+++ Data supplied +++

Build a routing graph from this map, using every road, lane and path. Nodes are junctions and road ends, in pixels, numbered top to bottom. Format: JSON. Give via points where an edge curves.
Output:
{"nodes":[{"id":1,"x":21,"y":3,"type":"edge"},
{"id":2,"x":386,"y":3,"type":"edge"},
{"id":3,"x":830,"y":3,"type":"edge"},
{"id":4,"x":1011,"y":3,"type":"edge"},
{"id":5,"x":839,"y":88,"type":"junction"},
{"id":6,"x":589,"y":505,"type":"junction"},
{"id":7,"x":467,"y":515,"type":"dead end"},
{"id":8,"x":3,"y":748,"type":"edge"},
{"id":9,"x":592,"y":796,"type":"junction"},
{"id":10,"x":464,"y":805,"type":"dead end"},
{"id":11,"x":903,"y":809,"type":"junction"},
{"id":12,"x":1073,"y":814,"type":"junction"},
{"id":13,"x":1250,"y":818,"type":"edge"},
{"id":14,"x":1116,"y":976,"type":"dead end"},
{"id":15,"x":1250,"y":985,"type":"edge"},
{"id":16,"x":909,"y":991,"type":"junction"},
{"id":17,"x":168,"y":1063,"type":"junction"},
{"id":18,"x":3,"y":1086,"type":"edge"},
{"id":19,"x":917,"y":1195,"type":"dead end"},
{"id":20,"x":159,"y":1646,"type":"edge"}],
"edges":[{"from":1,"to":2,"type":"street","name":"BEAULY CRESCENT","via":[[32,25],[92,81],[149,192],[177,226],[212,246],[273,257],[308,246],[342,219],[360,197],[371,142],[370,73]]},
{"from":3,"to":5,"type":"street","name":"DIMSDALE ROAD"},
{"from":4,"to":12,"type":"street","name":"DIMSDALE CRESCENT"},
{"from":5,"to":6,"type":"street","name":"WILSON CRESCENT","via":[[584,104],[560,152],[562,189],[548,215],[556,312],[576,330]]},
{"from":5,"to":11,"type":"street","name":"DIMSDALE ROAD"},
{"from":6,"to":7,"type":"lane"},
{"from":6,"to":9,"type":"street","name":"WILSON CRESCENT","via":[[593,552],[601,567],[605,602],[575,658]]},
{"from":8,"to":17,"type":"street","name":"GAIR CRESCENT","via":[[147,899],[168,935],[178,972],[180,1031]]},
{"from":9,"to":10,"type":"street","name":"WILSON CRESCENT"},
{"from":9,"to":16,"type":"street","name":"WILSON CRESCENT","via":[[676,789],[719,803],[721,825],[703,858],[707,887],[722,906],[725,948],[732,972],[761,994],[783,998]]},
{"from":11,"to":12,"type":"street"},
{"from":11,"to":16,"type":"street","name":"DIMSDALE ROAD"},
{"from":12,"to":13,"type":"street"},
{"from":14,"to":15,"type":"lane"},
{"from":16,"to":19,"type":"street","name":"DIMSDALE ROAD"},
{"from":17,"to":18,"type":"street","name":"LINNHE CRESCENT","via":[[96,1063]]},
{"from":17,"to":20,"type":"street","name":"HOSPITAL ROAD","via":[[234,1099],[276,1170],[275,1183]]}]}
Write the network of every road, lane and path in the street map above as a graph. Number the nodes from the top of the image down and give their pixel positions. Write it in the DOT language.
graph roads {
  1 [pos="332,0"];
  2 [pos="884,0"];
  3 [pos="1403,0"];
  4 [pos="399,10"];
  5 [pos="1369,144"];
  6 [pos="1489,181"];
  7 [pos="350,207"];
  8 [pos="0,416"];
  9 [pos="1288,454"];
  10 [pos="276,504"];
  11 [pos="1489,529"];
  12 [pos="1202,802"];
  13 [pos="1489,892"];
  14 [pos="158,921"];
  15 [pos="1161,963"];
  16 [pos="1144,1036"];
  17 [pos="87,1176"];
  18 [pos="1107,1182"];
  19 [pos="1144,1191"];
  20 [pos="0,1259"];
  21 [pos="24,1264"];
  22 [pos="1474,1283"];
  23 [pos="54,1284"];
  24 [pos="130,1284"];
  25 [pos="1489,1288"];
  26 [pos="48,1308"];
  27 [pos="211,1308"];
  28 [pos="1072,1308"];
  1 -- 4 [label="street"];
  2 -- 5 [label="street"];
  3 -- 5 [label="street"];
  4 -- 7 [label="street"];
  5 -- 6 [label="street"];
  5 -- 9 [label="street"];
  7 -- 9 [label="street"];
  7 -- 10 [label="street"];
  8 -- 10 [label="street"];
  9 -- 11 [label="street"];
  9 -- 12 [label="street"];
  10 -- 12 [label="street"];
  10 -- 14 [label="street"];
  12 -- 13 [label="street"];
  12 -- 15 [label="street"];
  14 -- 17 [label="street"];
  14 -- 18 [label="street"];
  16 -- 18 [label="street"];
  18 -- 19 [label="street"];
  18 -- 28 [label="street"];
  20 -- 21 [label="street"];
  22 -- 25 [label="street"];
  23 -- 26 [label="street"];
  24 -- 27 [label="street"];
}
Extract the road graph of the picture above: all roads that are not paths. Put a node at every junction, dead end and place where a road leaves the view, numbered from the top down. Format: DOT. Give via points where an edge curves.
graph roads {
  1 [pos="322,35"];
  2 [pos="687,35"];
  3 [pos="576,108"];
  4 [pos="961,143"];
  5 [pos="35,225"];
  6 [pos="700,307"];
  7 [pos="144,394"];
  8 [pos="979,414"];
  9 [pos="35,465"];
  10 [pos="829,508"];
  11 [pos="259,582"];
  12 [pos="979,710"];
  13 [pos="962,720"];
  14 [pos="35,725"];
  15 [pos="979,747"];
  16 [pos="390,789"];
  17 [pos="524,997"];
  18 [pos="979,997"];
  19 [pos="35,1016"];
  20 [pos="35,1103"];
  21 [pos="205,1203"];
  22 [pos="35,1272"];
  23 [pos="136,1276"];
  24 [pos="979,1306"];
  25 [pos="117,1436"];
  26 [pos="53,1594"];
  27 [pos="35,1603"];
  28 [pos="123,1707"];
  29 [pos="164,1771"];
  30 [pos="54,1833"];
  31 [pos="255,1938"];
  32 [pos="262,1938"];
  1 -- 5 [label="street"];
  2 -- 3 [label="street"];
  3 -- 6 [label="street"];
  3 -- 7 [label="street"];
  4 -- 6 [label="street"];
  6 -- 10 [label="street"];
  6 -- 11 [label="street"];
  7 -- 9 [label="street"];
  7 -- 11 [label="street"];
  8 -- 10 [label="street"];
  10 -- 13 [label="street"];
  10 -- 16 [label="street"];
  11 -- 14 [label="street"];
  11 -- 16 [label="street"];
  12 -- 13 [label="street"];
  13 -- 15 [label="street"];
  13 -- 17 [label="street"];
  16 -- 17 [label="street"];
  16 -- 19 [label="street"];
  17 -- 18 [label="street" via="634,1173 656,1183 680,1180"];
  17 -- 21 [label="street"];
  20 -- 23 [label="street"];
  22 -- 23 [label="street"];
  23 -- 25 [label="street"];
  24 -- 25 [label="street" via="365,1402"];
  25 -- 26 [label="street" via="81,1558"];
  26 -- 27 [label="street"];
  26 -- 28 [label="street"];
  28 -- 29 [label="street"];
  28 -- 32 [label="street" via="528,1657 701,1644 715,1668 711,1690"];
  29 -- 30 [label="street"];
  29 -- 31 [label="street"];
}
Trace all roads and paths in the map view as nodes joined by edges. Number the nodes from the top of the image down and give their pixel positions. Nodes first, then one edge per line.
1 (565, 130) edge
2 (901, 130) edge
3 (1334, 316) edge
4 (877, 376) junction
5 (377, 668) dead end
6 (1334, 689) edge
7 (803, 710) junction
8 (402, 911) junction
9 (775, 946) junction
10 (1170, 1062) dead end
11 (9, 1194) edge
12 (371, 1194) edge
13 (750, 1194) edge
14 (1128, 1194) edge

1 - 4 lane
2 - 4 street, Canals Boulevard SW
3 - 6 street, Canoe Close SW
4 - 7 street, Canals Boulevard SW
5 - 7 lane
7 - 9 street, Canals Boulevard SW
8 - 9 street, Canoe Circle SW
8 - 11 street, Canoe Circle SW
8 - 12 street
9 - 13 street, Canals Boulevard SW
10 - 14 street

+++

◆ Task objective ◆
Which lines above include the word "WILSON"? Show each one.

◆ Task output ◆
{"from":5,"to":6,"type":"street","name":"WILSON CRESCENT","via":[[584,104],[560,152],[562,189],[548,215],[556,312],[576,330]]},
{"from":6,"to":9,"type":"street","name":"WILSON CRESCENT","via":[[593,552],[601,567],[605,602],[575,658]]},
{"from":9,"to":10,"type":"street","name":"WILSON CRESCENT"},
{"from":9,"to":16,"type":"street","name":"WILSON CRESCENT","via":[[676,789],[719,803],[721,825],[703,858],[707,887],[722,906],[725,948],[732,972],[761,994],[783,998]]},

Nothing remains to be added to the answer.